If you look back in my videos you'll find a sunset where I used program AE on the camera resulting in the focus shifting as the light disappears - distant light started getting to be the size of dinner plates - and it was very frustrating. This phenomenon is caused by the aperture opening up, modifying the DOF in a visually distracting way.
This series was an attempt to "fix" this. Seems to have worked pretty well as the focus is pretty good over the entire series, and the AE opens up from F8 to F2.8 as the camera craves more light.
Shot with the S100fs, 200 ISO, Velvia, program AE, fixed focus. Rigged for free-running continuous shooting withouth an intervalometer - this has the effect of speeding up the night portion of the video as the speed increases to multiple seconds. This is both annoying and pleasing.
How it works: What I did is switch the camera into A-priority, set to F2.8 ( e.g. the widest it can go ), set camera to MF, and get proper focus solution. Once focus is set, switch to program AE. The aperture will go from 2.8 to the F8 ( because its still bright out ). but this is fine, as the higher aperture values will, if anything, create a wider DOF and so not ruin the focus. After the sunset, the camera drops its speed lower and lower as well as opens up the aperture. But since the focus solution was achieved with the aperture wide open, the camera is still - tada - in focus! I know its not rocket science, but hopefully it will save someine some noodling around.
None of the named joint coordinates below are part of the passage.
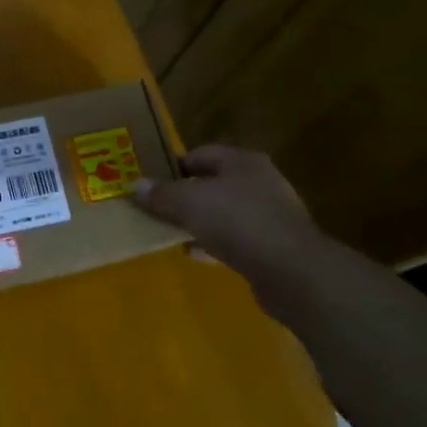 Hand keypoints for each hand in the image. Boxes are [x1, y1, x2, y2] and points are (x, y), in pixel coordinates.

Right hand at [133, 145, 323, 301]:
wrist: (292, 272)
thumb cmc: (238, 222)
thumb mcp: (189, 203)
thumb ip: (161, 194)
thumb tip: (134, 185)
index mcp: (242, 162)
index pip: (201, 154)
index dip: (173, 165)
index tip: (150, 180)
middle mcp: (259, 182)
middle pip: (213, 183)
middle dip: (185, 195)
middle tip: (157, 206)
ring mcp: (269, 215)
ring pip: (223, 213)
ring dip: (198, 221)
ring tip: (170, 231)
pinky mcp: (273, 246)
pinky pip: (234, 239)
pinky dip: (213, 243)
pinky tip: (194, 254) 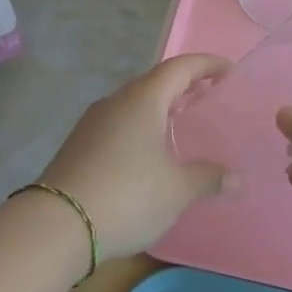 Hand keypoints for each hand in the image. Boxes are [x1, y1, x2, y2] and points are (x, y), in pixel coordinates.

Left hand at [41, 53, 232, 260]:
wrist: (55, 226)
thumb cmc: (126, 195)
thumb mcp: (176, 190)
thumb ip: (207, 178)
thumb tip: (236, 178)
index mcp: (144, 98)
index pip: (181, 67)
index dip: (207, 65)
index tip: (229, 71)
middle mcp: (118, 100)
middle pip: (156, 81)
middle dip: (183, 86)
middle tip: (208, 97)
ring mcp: (93, 121)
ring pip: (134, 103)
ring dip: (160, 107)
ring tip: (180, 125)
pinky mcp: (79, 144)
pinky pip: (119, 123)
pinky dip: (141, 126)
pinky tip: (147, 153) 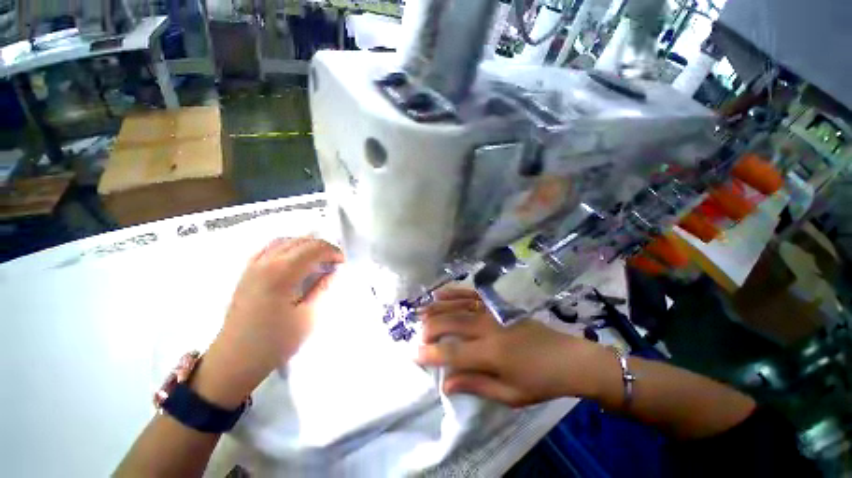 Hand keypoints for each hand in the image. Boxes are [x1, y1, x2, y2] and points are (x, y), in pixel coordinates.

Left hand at [193, 237, 343, 407]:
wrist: (235, 360)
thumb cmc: (275, 341)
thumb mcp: (308, 316)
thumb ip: (323, 287)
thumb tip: (335, 269)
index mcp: (282, 273)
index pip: (313, 248)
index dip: (332, 251)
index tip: (343, 262)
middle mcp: (265, 262)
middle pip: (300, 241)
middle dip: (322, 247)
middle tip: (334, 261)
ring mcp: (253, 266)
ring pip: (285, 241)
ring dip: (306, 245)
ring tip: (318, 258)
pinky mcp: (247, 272)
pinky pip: (270, 248)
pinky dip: (288, 247)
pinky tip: (294, 259)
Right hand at [416, 288, 607, 407]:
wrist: (567, 357)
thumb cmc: (539, 381)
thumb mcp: (509, 394)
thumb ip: (475, 385)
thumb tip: (445, 384)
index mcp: (490, 353)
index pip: (452, 352)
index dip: (430, 354)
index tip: (414, 354)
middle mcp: (487, 327)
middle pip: (450, 323)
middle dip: (429, 328)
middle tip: (418, 336)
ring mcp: (491, 312)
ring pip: (457, 306)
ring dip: (436, 308)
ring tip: (420, 312)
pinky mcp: (497, 305)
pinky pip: (471, 295)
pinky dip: (454, 293)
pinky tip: (441, 293) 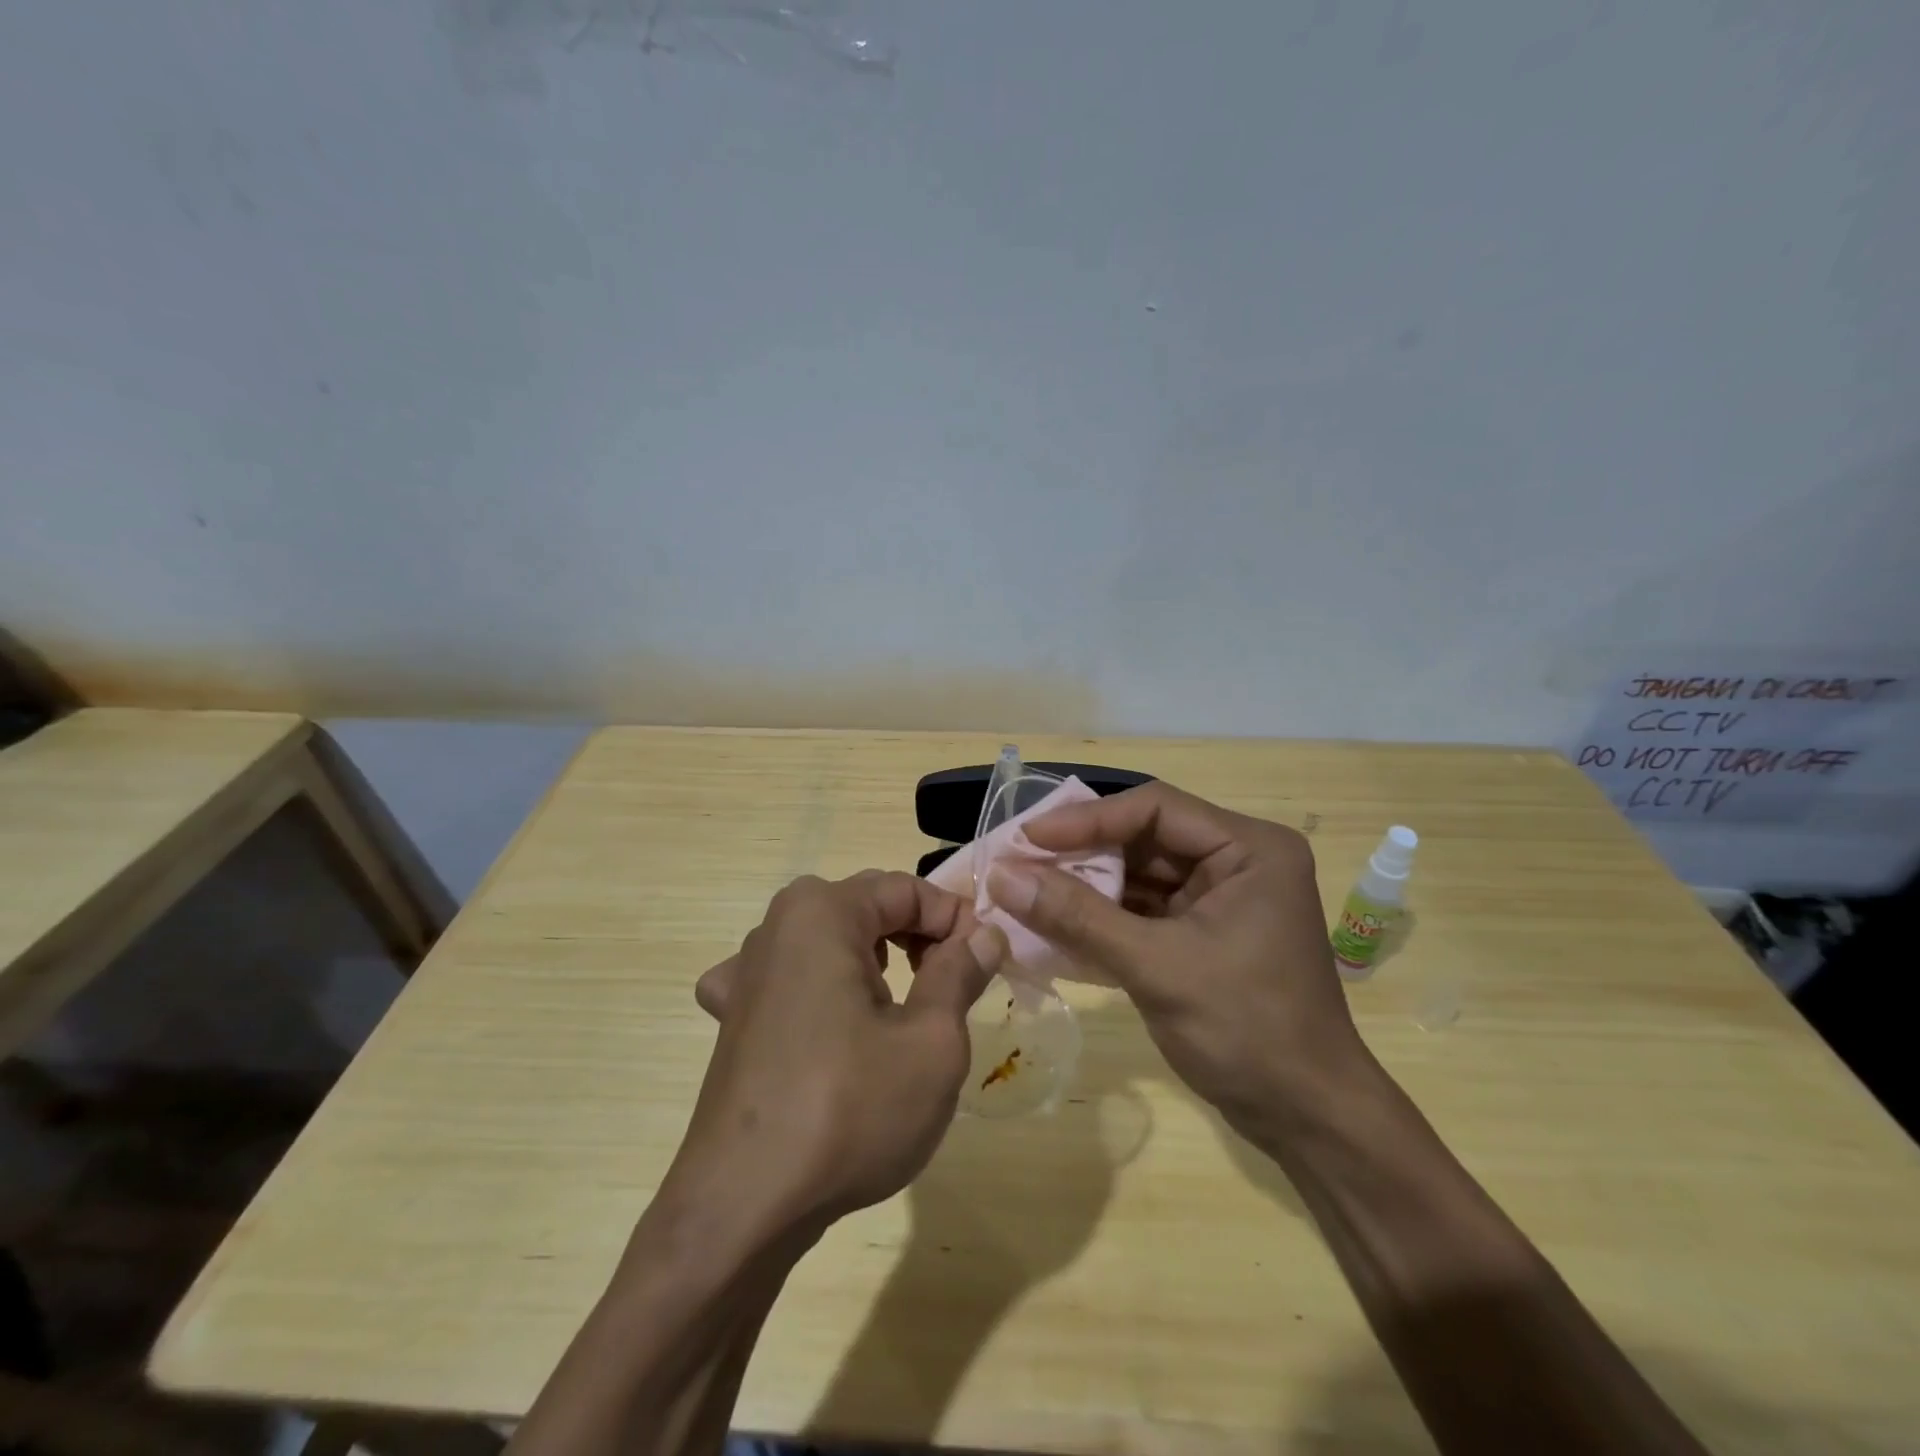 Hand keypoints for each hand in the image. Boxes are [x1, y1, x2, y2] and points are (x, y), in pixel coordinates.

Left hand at [673, 871, 1005, 1236]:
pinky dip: (821, 987)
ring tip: (905, 1005)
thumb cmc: (849, 1110)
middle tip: (956, 982)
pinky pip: (788, 980)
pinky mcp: (732, 1017)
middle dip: (918, 936)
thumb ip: (959, 974)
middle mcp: (776, 926)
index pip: (906, 889)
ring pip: (830, 942)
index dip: (955, 919)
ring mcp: (745, 973)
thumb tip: (984, 935)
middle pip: (866, 908)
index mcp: (821, 912)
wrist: (743, 1209)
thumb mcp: (931, 1041)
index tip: (989, 959)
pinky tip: (827, 1023)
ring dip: (876, 961)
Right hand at [983, 782, 1365, 1129]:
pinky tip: (1055, 923)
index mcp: (1249, 849)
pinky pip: (1144, 909)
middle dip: (1080, 853)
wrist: (1307, 1119)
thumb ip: (1077, 916)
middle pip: (1144, 838)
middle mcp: (1237, 861)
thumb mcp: (1156, 967)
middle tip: (1018, 863)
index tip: (1028, 837)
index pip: (1154, 810)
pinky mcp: (1204, 932)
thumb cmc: (1246, 1030)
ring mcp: (1221, 898)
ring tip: (1025, 891)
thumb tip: (1002, 876)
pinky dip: (1102, 916)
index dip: (1086, 819)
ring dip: (1085, 886)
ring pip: (1139, 874) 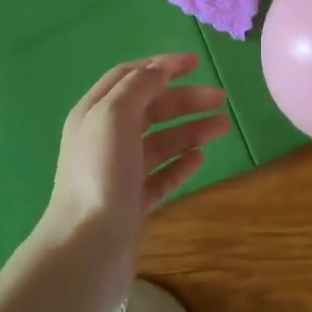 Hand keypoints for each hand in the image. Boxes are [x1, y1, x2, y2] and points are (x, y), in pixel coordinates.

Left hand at [38, 53, 230, 258]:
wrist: (87, 247)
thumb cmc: (100, 173)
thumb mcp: (114, 115)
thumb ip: (139, 86)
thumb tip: (160, 69)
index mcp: (94, 113)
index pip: (130, 76)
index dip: (162, 65)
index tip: (196, 63)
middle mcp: (105, 139)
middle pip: (150, 108)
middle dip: (185, 99)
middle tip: (221, 98)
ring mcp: (118, 173)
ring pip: (160, 142)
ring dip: (190, 130)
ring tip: (223, 126)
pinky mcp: (132, 203)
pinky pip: (161, 176)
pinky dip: (180, 164)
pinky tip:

Why go to all this effort? It allows you to go from full sun to full darkness. That's hard to do without involving the aperture. You will notice a small number of transitions where the aperture rachets up to the next level. They are there, but not overly annoying. SBG removed the flicker, and smoothed out these shifts, and can remove even these by setting the running average to span multiple seconds. For this video the average would be about 20 frames, and at 30fps, the transitions are still visible. Setting to a 90 frame average would make them do away completely.